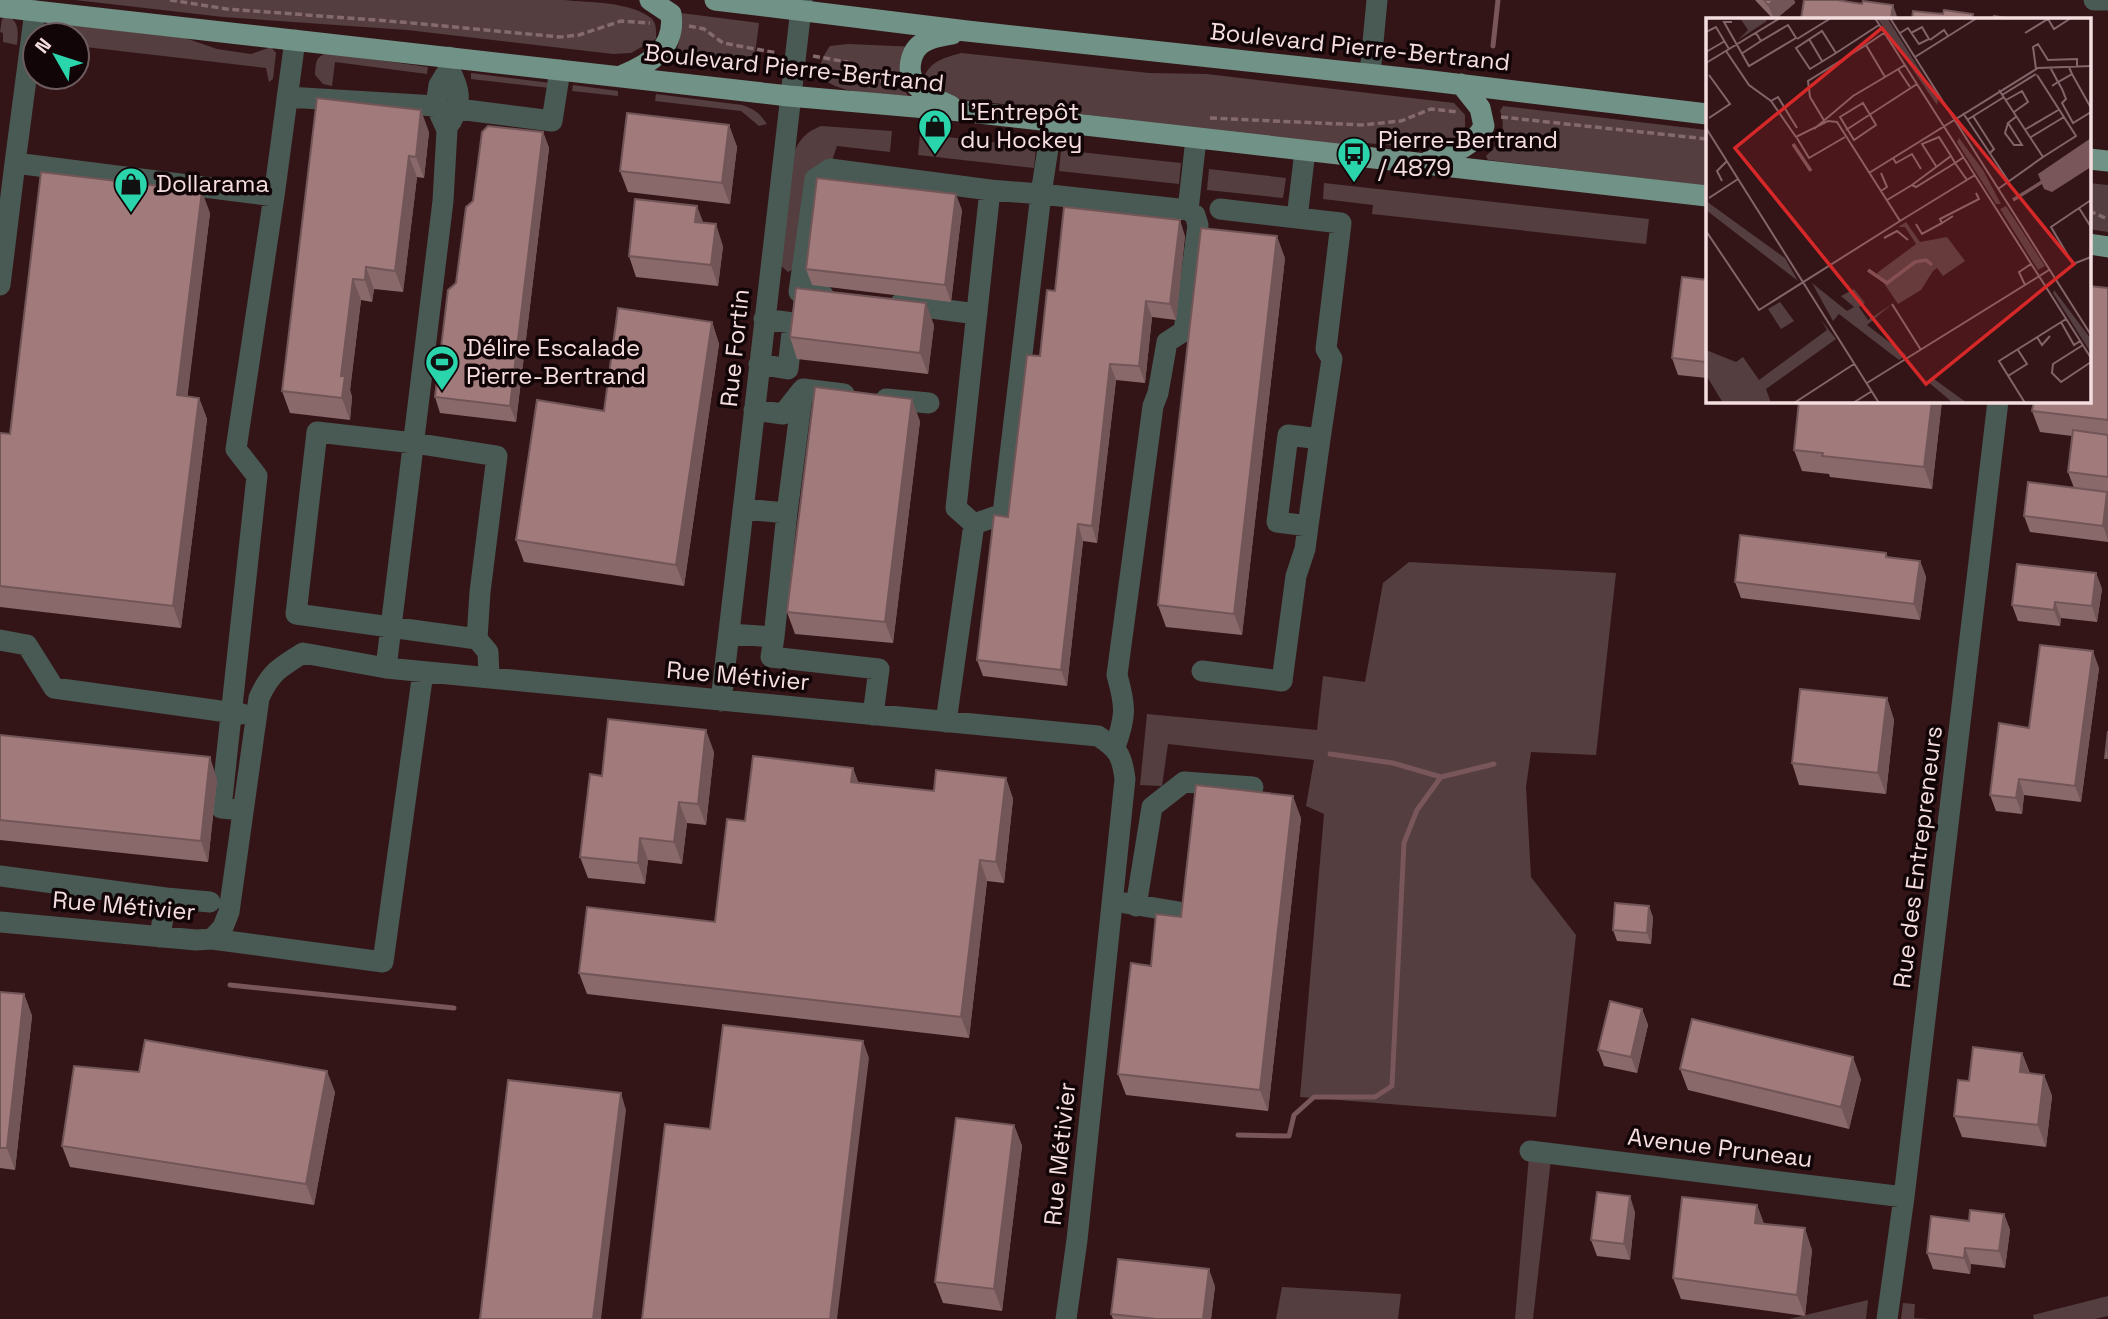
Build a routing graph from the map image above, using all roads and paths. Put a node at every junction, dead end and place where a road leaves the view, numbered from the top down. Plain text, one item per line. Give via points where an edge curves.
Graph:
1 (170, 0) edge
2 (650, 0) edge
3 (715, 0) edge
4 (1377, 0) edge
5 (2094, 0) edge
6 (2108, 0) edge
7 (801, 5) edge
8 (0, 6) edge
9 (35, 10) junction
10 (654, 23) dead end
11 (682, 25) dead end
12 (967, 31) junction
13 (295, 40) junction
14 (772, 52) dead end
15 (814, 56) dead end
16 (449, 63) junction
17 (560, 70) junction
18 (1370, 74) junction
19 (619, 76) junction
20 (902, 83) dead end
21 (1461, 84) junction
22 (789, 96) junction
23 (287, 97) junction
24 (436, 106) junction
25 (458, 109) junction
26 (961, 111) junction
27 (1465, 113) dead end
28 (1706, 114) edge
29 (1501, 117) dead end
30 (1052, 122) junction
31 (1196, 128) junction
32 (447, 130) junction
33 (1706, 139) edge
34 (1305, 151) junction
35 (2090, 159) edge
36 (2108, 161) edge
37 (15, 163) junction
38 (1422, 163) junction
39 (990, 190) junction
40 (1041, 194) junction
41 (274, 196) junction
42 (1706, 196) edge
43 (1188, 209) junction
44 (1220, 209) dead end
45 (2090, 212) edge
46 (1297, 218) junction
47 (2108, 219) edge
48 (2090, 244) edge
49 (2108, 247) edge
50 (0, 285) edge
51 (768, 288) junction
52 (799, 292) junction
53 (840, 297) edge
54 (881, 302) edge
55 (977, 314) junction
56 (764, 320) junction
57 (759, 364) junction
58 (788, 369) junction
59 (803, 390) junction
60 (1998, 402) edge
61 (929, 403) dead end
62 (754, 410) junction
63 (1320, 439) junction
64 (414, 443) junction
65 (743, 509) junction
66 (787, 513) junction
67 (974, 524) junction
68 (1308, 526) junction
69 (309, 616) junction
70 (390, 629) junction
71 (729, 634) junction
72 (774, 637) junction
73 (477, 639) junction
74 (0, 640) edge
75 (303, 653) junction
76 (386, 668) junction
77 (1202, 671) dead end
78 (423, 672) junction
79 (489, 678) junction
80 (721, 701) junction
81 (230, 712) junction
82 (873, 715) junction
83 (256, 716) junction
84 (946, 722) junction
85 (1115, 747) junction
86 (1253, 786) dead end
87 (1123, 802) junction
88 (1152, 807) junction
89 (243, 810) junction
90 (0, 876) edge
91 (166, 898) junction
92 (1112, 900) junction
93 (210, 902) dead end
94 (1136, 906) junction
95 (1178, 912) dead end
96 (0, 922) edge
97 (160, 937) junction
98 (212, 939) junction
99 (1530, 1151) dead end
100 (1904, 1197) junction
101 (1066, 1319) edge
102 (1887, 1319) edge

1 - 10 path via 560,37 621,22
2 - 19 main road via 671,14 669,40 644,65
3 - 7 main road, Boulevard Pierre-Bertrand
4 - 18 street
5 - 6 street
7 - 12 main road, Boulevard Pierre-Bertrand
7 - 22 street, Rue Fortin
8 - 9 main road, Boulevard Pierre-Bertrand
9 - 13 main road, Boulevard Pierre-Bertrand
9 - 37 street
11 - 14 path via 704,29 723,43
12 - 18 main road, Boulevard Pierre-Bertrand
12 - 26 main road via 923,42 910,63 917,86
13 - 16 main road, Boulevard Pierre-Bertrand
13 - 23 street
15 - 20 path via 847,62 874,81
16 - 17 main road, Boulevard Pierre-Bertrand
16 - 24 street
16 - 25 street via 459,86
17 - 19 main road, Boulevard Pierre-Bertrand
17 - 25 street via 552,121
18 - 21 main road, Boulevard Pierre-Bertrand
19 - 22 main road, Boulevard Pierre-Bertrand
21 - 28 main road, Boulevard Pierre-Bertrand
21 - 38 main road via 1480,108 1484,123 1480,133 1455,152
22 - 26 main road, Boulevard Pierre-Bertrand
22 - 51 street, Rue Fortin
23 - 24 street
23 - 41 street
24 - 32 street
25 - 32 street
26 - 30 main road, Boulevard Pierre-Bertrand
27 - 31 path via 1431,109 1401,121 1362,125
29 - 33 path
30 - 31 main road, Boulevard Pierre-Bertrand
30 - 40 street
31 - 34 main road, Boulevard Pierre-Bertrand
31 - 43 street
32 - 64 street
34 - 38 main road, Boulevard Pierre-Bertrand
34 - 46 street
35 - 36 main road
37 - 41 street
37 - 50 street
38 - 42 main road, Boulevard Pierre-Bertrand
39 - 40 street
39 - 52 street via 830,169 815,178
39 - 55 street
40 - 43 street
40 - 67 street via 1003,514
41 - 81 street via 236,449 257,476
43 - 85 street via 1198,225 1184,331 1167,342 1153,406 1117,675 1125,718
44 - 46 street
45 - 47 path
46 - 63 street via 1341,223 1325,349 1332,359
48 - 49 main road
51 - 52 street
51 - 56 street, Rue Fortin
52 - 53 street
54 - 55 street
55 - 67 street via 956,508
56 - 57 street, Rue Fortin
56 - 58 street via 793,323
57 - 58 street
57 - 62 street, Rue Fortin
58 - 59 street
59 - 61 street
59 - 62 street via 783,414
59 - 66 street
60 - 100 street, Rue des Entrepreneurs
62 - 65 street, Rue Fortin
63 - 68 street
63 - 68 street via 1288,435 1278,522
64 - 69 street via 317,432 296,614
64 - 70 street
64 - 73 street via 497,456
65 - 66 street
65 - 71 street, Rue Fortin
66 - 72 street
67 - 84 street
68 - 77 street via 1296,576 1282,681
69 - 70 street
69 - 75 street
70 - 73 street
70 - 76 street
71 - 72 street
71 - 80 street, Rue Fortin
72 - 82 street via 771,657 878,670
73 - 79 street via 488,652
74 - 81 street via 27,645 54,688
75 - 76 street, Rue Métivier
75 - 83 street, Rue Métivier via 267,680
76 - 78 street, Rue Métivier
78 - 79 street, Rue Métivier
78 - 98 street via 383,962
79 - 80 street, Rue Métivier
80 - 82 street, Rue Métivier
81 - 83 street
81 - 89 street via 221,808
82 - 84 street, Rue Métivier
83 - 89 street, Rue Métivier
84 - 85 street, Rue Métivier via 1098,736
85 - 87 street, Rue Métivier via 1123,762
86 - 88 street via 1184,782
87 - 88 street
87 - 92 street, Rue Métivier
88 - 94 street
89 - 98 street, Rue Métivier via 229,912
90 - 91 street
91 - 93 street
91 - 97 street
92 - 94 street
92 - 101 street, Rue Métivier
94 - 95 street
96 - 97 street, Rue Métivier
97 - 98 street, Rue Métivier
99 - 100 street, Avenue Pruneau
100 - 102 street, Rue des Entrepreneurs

————————

Scan the records above for the word "Entrepreneurs". Copy each line that has it.

60 - 100 street, Rue des Entrepreneurs
100 - 102 street, Rue des Entrepreneurs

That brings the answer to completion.